Asthma remains a very difficult disorder to accurately diagnose, researchers said.
Currently, asthma diagnosis consists of a series of clinical tests, often heavily informed by lung functionality tests.
"They'll measure how much air you can take in, and they'll measure different chemical components of the respired air," Beebe said.
Many of the current tests for diagnosing asthma rely at least partially on the patient experiencing symptoms during or close to their physician visit.
To directly diagnose asthma, Beebe and his team focused on the cell function of neutrophils. Neutrophils are the most abundant white blood cell in the body and generally are the first cells to migrate towards inflammation.
The human body emits chemical signals in response to inflammation or wounds and the neutrophils detect those chemical signals and migrate to the site of the wound to aid in the healing process.
Researchers can track the velocity at which the neutrophil cells migrate - the chemotaxis velocity - to differentiate nonasthmatic samples from the significantly reduced chemotaxis velocity of asthmatic patients.
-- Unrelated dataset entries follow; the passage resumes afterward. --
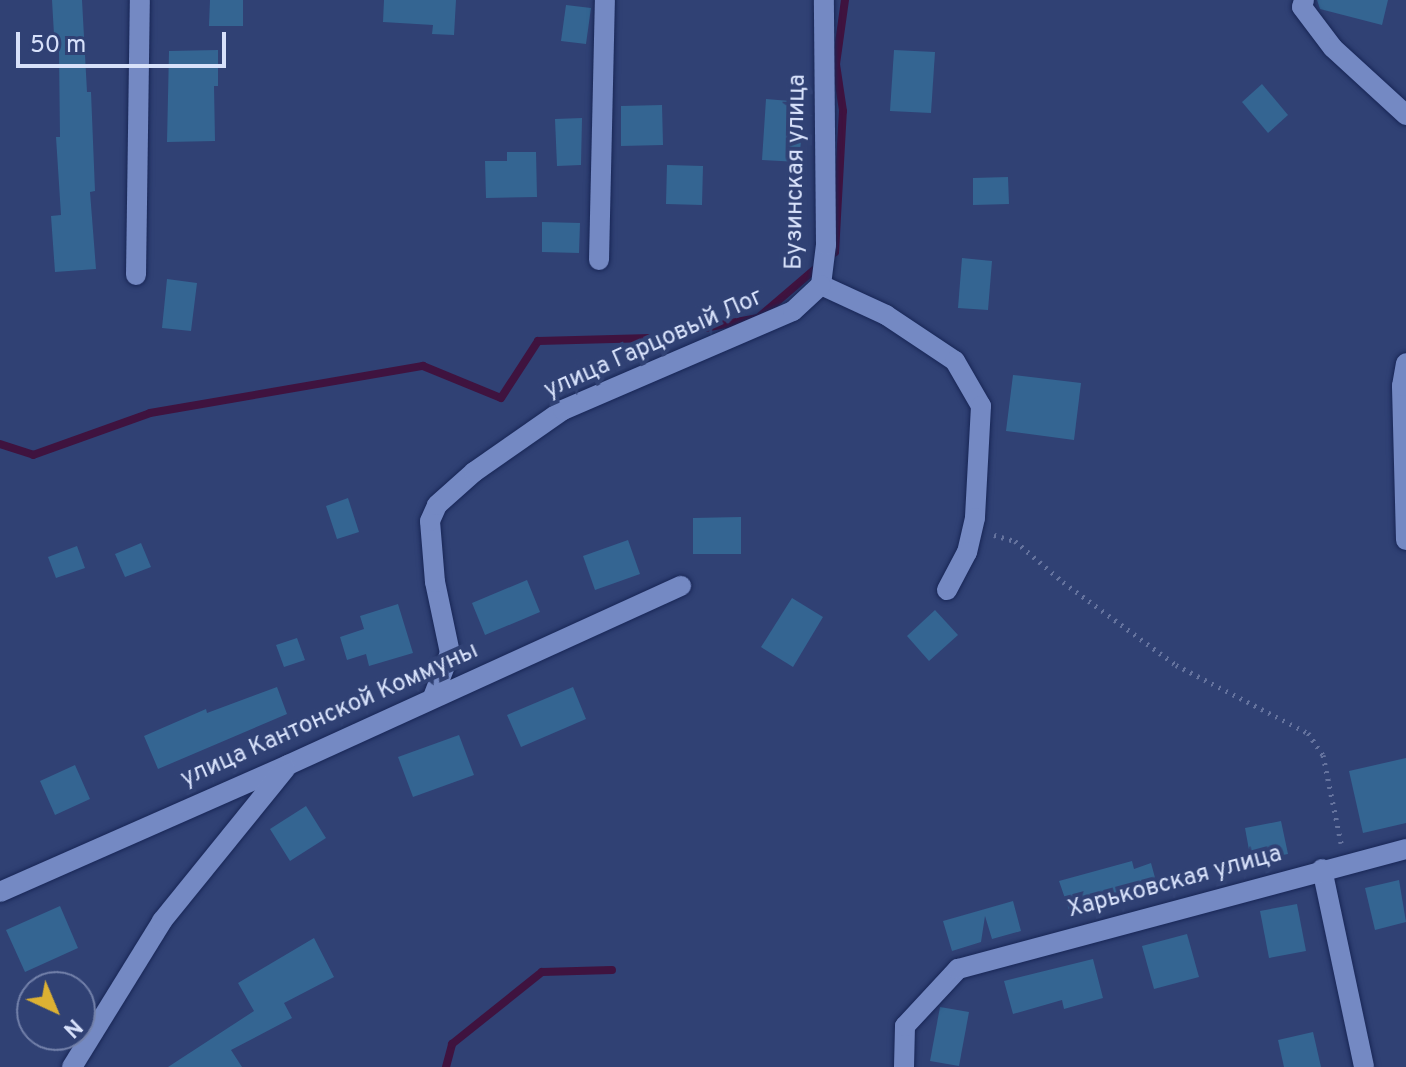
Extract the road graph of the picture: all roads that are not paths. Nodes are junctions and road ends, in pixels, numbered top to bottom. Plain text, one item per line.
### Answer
1 (140, 0) edge
2 (605, 0) edge
3 (824, 0) edge
4 (1304, 0) edge
5 (1406, 115) edge
6 (599, 260) dead end
7 (136, 275) dead end
8 (821, 285) junction
9 (1406, 363) edge
10 (1406, 540) edge
11 (681, 586) dead end
12 (947, 590) dead end
13 (433, 697) junction
14 (288, 765) junction
15 (1406, 849) edge
16 (1322, 869) junction
17 (0, 892) edge
18 (72, 1067) edge
19 (904, 1067) edge
20 (1364, 1067) edge

1 - 7 street
2 - 6 street
3 - 8 street, Бузинская улица
4 - 5 street
8 - 12 street, Бузинская улица
8 - 13 street, улица Гарцовый Лог
9 - 10 street
11 - 13 street, улица Кантонской Коммуны
13 - 14 street, улица Кантонской Коммуны
14 - 17 street, улица Кантонской Коммуны
14 - 18 street
15 - 16 street, Харьковская улица
16 - 19 street, Харьковская улица
16 - 20 street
The team developed the kit-on-a-lid-assay (KOALA) microfluidic technology, which allows them to detect neutrophils using just a single drop of blood.
Using simple lids and bases (each being a small, cheap piece of plastic), diagnosticians place a KOALA lid containing a chemical mixture onto the base containing the blood sample.
That chemical mixture triggers neutrophil migration - and researchers can automatically track and analyse the neutrophil chemotaxis velocity using custom software.
The finding was published in the journal PNAS.